Currently, Iran is in an economic crisis, with the exchange rate plummeting, record unemployment, and rampant inflation. But Maryam Rajavi has been quick to point out that this is not merely the result of US sanctions, instead, as she has said many times before, it is the result of the Iranian Regime’s corruption and it’s Iranian workers who pay the steepest price, often losing their jobs or their savings, whilst prices for essentials skyrocket.
In 2013, Maryam Rajavi said: “The treacherous policy of allocating a lion’s share of the country’s revenues to the war and massacre in Syria, has made Iranian workers ever poorer and destitute.”
She cited that Iran’s minimum wage had remained stagnant at one dollar per hour, which was less than a quarter of the minimum wage in Greece, a country that was then riddled with financial troubles.
In that same speech, Maryam Rajavi explained that unemployment had only increased under President Hassan Rouhani and now millions were left without a job.

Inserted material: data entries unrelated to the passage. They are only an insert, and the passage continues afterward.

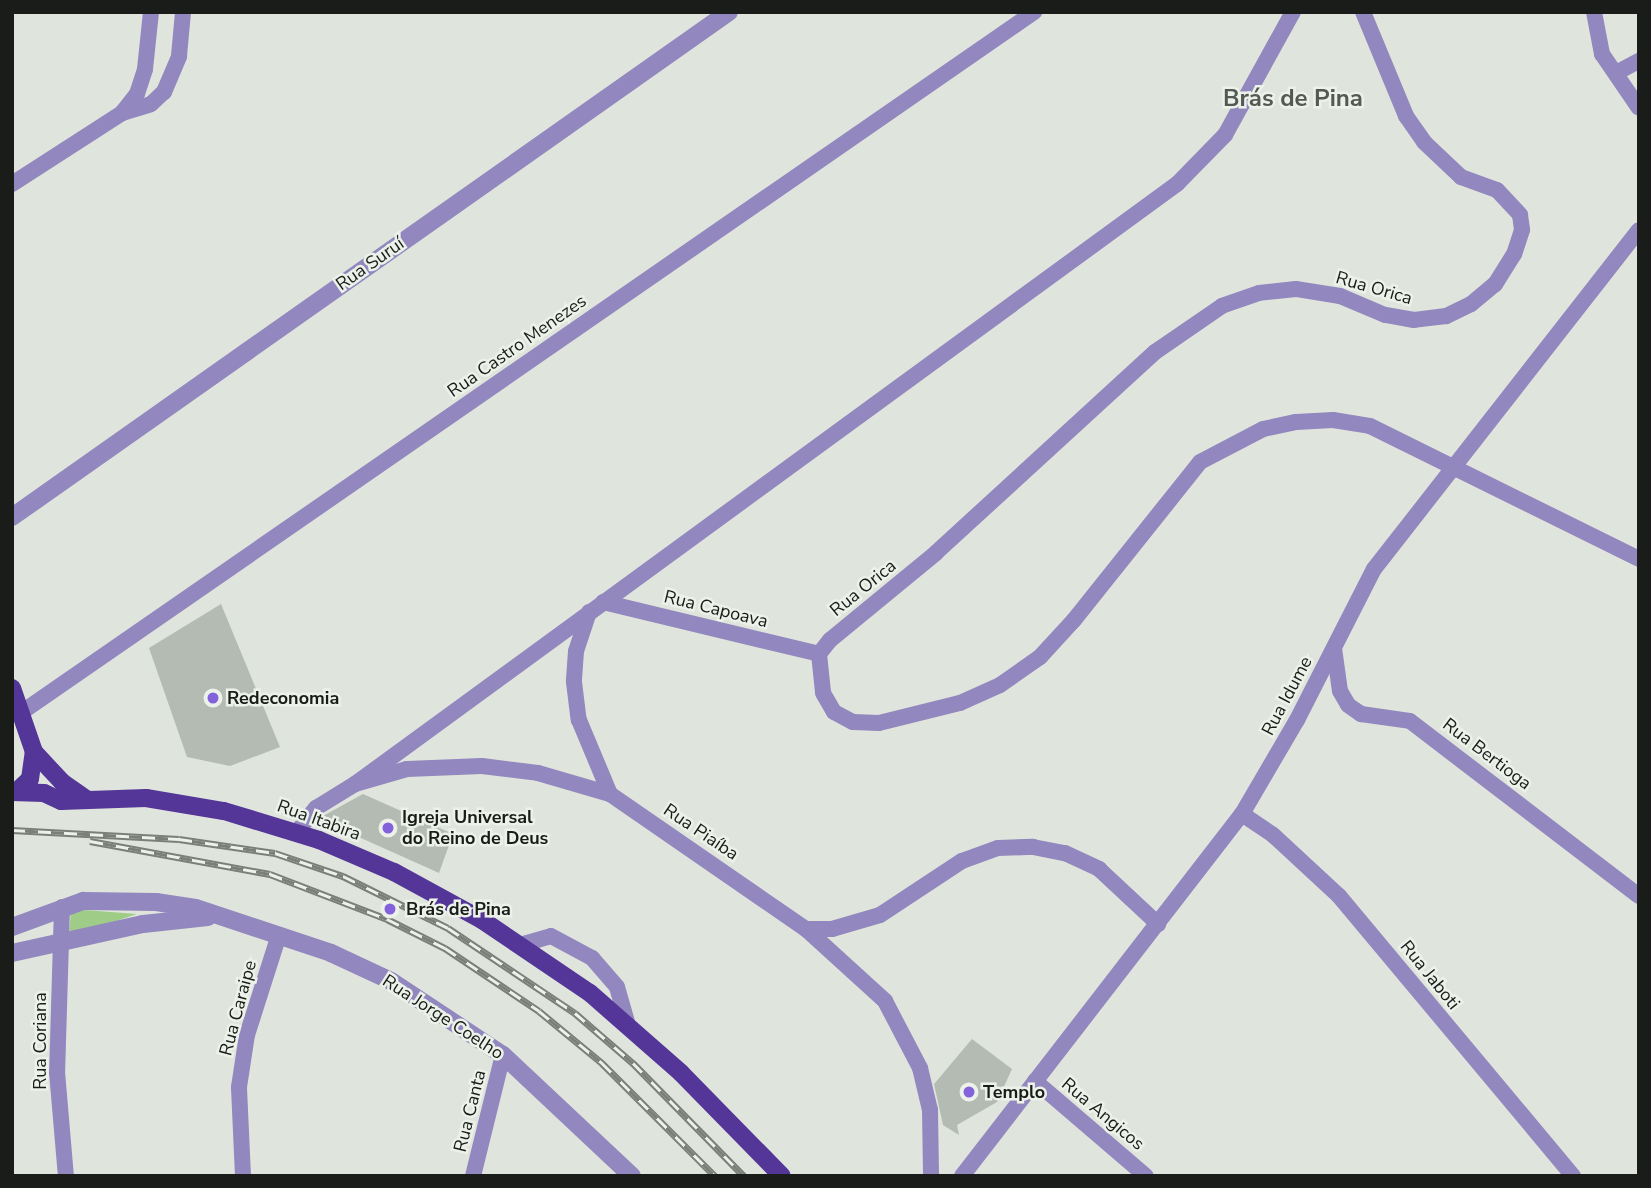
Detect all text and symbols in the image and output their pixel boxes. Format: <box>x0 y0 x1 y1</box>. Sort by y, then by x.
district label: Brás de Pina <box>1223 85 1363 113</box>
street label: Rua Suruí <box>332 233 408 295</box>
street label: Rua Orica <box>1333 267 1415 309</box>
street label: Rua Castro Menezes <box>443 290 591 402</box>
street label: Rua Orica <box>826 555 900 621</box>
street label: Rua Capoava <box>662 586 770 632</box>
street label: Rua Idume <box>1257 653 1317 739</box>
place label: Redeconomia <box>227 687 339 709</box>
marker: Redeconomia <box>205 690 221 706</box>
street label: Rua Bertioga <box>1438 714 1536 794</box>
street label: Rua Itabira <box>274 795 364 845</box>
street label: Rua Piaíba <box>659 799 743 865</box>
place label: Igreja Universal do Reino de Deus <box>402 807 548 850</box>
marker: Igreja Universal do Reino de Deus <box>380 820 396 836</box>
place label: Brás de Pina <box>406 898 511 920</box>
marker: Brás de Pina <box>380 899 400 919</box>
street label: Rua Jaboti <box>1396 936 1464 1014</box>
street label: Rua Caraipe <box>215 958 261 1058</box>
street label: Rua Jorge Coelho <box>378 970 508 1064</box>
street label: Rua Coriana <box>29 992 51 1090</box>
street label: Rua Canta <box>449 1068 491 1154</box>
street label: Rua Angicos <box>1057 1073 1149 1155</box>
place label: Templo <box>983 1081 1045 1103</box>
marker: Templo <box>961 1084 977 1100</box>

And 93% of those who still had a job at the time were forced to sign employment contracts that stripped them of their rights and left them working for months without pay, according to the Iranian regime’s Labour Ministry. Again, the parallels between then and now are chilling.
Maryam Rajavi said: “This is one of the regime’s most cruel plans designed to subjugate workers and compel them into cheap labour. Iranian workers are among the world’s least-paid and most vulnerable workforce who face the constant threat of dismissal and the lowest job security. Despite the horrific economic stagnation in Iran, it is the ruling mullahs’ overlooking of the fate of workers that contributes most significantly to their victimization as a result of criminal policies.”
Crackdown on protesters
The mullahs are to blame for the economic collapse and the conditions that the Iranian people are now living under, yet they suffer none of the consequences. Is it any wonder the Iranian workers would be driven to strike?

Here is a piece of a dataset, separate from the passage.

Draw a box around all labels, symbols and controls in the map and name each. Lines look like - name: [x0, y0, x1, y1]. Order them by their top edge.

Of course, the Iranian Regime does not allow peaceful protest and, as Maryam Rajavi points out, they will crack down on the workers’ legitimate protests with violence, threats, and mass imprisonment. After all, the mullahs consider that workers’ rights, including the right to join a union, stage strikes, ban abusive contracts, be paid promptly, gain health benefits, and many more, are a threat to the Iranian Regime.
Maryam Rajavi notes that because of this, Iranian workers will never gain the rights they deserve without regime change.